When defining an optimizer, use `net.trainable_params()` to obtain the list of parameters that need to be updated.

In addition to setting the parameter `requires_grad=False` not to update the parameter, you can also use `stop_gradient` to block gradient calculation to freeze the parameter. When will `requires_grad=False` and `stop_gradient` be used?

![parameter-freeze](https://mindspore-website.obs.cn-north-4.myhuaweicloud.com/website-images/r2.0.0-alpha/docs/mindspore/source_en/migration_guide/model_development/images/parameter_freeze.png)

As shown in the preceding figure, the `requires_grad=False` does not update some parameters, but the backward gradient calculation is normal.
The `stop_gradient` directly cuts off backward gradient. When there is no parameter to be trained before the parameter to be frozen, the two parameters are equivalent in function.
However, `stop_gradient` is faster (with less backward gradient calculations).
If there are parameters to be trained before the frozen parameters, only `requires_grad=False` can be used.

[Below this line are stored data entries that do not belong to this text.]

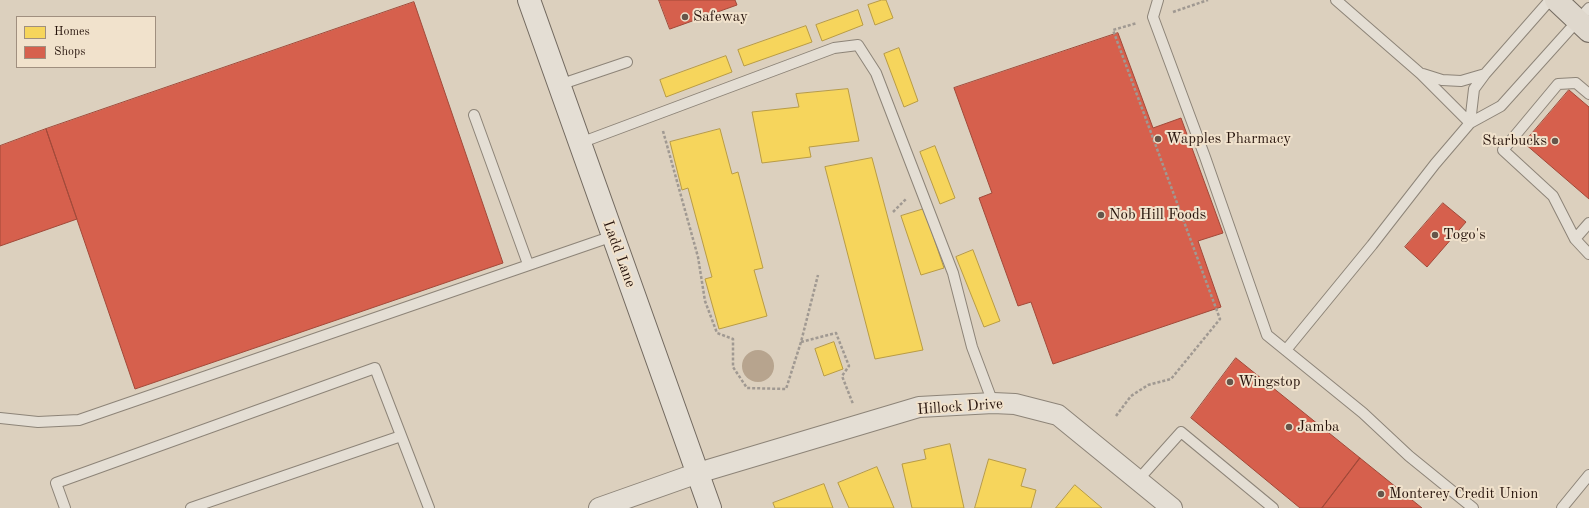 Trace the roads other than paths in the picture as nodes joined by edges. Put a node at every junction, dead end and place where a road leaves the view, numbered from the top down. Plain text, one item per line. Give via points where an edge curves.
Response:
1 (529, 0) edge
2 (1158, 0) edge
3 (1336, 0) edge
4 (1550, 0) edge
5 (1556, 0) edge
6 (1585, 20) edge
7 (627, 62) dead end
8 (1421, 74) junction
9 (1484, 74) junction
10 (559, 85) junction
11 (1589, 94) edge
12 (474, 116) dead end
13 (1470, 122) junction
14 (580, 143) junction
15 (1589, 223) edge
16 (613, 236) junction
17 (1575, 239) junction
18 (1589, 254) edge
19 (528, 264) junction
20 (1286, 350) junction
21 (994, 403) junction
22 (0, 418) edge
23 (401, 436) junction
24 (698, 473) junction
25 (1589, 475) edge
26 (1138, 480) junction
27 (65, 508) edge
28 (191, 508) edge
29 (429, 508) edge
30 (599, 508) edge
31 (710, 508) edge
32 (1172, 508) edge
33 (1273, 508) edge
34 (1473, 508) edge
35 (1562, 508) edge

1 - 10 street, Ladd Lane
2 - 20 lane via 1154,17 1267,335
3 - 8 lane
4 - 9 lane
5 - 6 main road
6 - 13 lane via 1501,106
7 - 10 lane
8 - 9 lane via 1442,80 1461,81
8 - 13 lane
9 - 13 lane via 1474,89
10 - 14 street, Ladd Lane
11 - 17 lane via 1576,83 1558,84 1503,150 1553,196
12 - 19 lane
13 - 20 lane
14 - 16 street, Ladd Lane
14 - 21 lane via 834,48 858,46 876,73 953,273 972,347
15 - 17 lane
16 - 19 lane
16 - 24 street, Ladd Lane
17 - 18 lane
19 - 22 lane via 79,420 38,422
20 - 34 lane
21 - 24 street, Hillock Drive via 920,407
21 - 26 street, Hillock Drive via 1015,404 1058,415
23 - 27 lane via 375,368 56,483
23 - 28 lane
23 - 29 lane
24 - 30 street, Hillock Drive
24 - 31 street, Ladd Lane
25 - 35 lane
26 - 32 street, Hillock Drive
26 - 33 lane via 1181,432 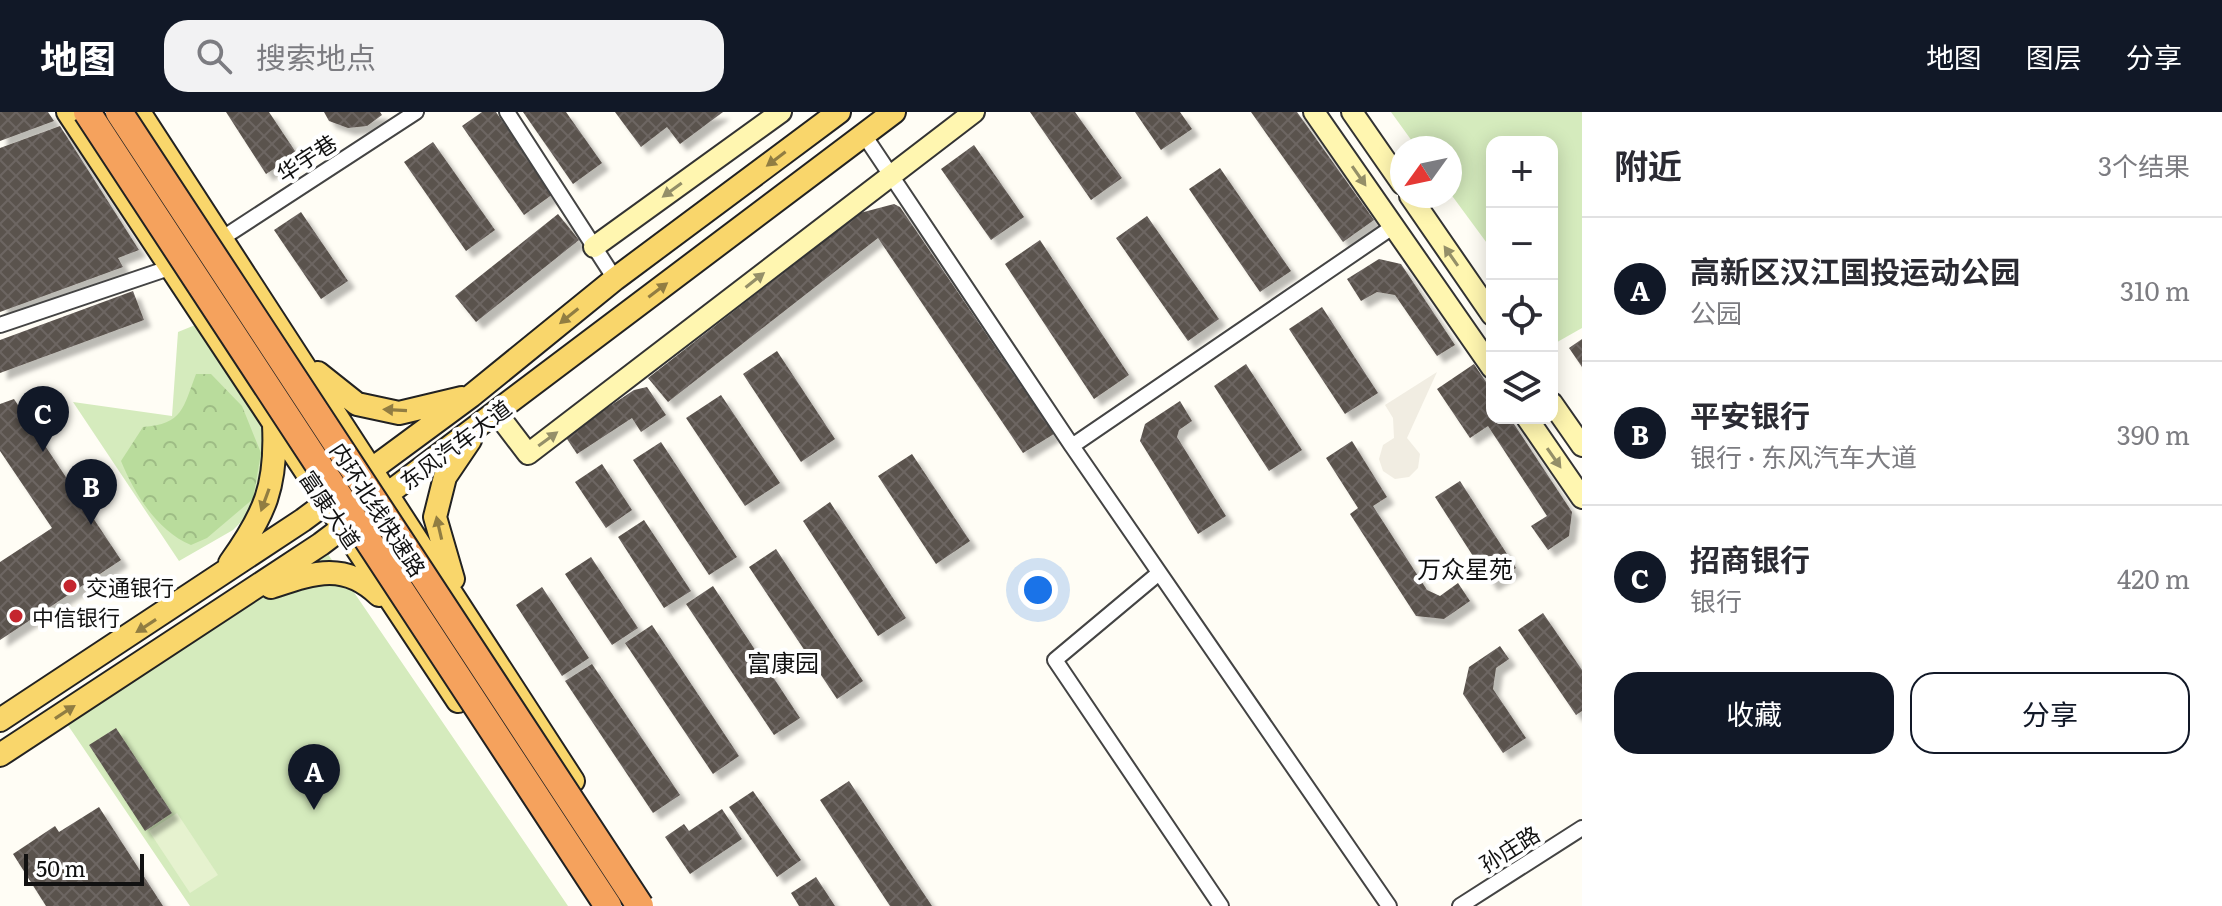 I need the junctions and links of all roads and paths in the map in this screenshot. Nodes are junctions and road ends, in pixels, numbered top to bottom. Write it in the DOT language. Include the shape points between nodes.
graph roads {
  1 [pos="68,112"];
  2 [pos="87,112"];
  3 [pos="119,112"];
  4 [pos="139,112"];
  5 [pos="416,112"];
  6 [pos="507,112"];
  7 [pos="781,112"];
  8 [pos="839,112"];
  9 [pos="894,112"];
  10 [pos="974,112"];
  11 [pos="1314,112"];
  12 [pos="1352,112"];
  13 [pos="864,135"];
  14 [pos="1390,167"];
  15 [pos="891,175"];
  16 [pos="1418,208"];
  17 [pos="1394,226"];
  18 [pos="221,239"];
  19 [pos="594,247"];
  20 [pos="169,268"];
  21 [pos="615,279"];
  22 [pos="1486,306"];
  23 [pos="0,325"];
  24 [pos="1486,359"];
  25 [pos="303,362"];
  26 [pos="471,396"];
  27 [pos="1558,412"];
  28 [pos="488,418"];
  29 [pos="274,424"];
  30 [pos="1531,424"];
  31 [pos="1072,446"];
  32 [pos="1582,446"];
  33 [pos="373,469"];
  34 [pos="389,494"];
  35 [pos="1582,498"];
  36 [pos="327,503"];
  37 [pos="344,528"];
  38 [pos="1159,573"];
  39 [pos="219,578"];
  40 [pos="244,596"];
  41 [pos="459,603"];
  42 [pos="405,620"];
  43 [pos="0,720"];
  44 [pos="0,755"];
  45 [pos="1582,828"];
  46 [pos="593,906"];
  47 [pos="608,906"];
  48 [pos="640,906"];
  49 [pos="654,906"];
  50 [pos="1221,906"];
  51 [pos="1389,906"];
  52 [pos="1460,906"];
  1 -- 20 [label="main road, 富康大道"];
  2 -- 47 [label="highway, 内环北线快速路, bridge"];
  3 -- 48 [label="highway, 内环北线快速路, bridge"];
  4 -- 18 [label="main road"];
  5 -- 18 [label="street, 华宇巷"];
  6 -- 19 [label="street"];
  7 -- 19 [label="street, one-way"];
  8 -- 21 [label="main road, 东风汽车大道, one-way"];
  9 -- 13 [label="main road, 东风汽车大道"];
  10 -- 15 [label="street"];
  11 -- 17 [label="street, one-way"];
  12 -- 14 [label="street"];
  13 -- 15 [label="street"];
  28 -- 13 [label="main road, 东风汽车大道, one-way"];
  28 -- 15 [label="street, one-way" via="528,454"];
  15 -- 31 [label="street"];
  22 -- 16 [label="street, one-way"];
  17 -- 24 [label="street"];
  17 -- 31 [label="street"];
  18 -- 25 [label="main road"];
  19 -- 21 [label="street"];
  20 -- 23 [label="street"];
  20 -- 29 [label="main road, 富康大道"];
  21 -- 26 [label="main road, 东风汽车大道, one-way"];
  26 -- 25 [label="main road, one-way" via="399,413 357,404"];
  25 -- 33 [label="main road"];
  26 -- 33 [label="main road, 东风汽车大道"];
  27 -- 32 [label="street"];
  28 -- 34 [label="main road, 东风汽车大道"];
  41 -- 28 [label="main road, one-way" via="435,517 445,477"];
  29 -- 36 [label="main road, 富康大道"];
  29 -- 39 [label="main road, one-way" via="276,468 264,507"];
  30 -- 35 [label="street, one-way"];
  31 -- 38 [label="street"];
  33 -- 34 [label="main road"];
  33 -- 36 [label="main road, 东风汽车大道"];
  34 -- 37 [label="main road, 东风汽车大道"];
  34 -- 41 [label="main road"];
  36 -- 37 [label="main road, 富康大道"];
  36 -- 39 [label="main road, 东风汽车大道"];
  37 -- 40 [label="main road, 东风汽车大道"];
  37 -- 42 [label="main road, 富康大道"];
  38 -- 50 [label="street" via="1055,660"];
  38 -- 51 [label="street"];
  39 -- 43 [label="main road, 东风汽车大道, one-way"];
  40 -- 42 [label="main road" via="319,571 361,578"];
  44 -- 40 [label="main road, 东风汽车大道, one-way"];
  41 -- 49 [label="main road"];
  42 -- 46 [label="main road, 富康大道"];
  45 -- 52 [label="street, 孙庄路"];
}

#### Saving and Loading Parameters

MindSpore provides the `load_checkpoint` and `save_checkpoint` methods for saving and loading parameters. Note that when a parameter is saved, the parameter list is saved. When a parameter is loaded, the object must be a cell.
When loading parameters, you may need to modify the parameter names. In this case, you can directly construct a new parameter list for the `load_checkpoint` to load the parameter list to the cell.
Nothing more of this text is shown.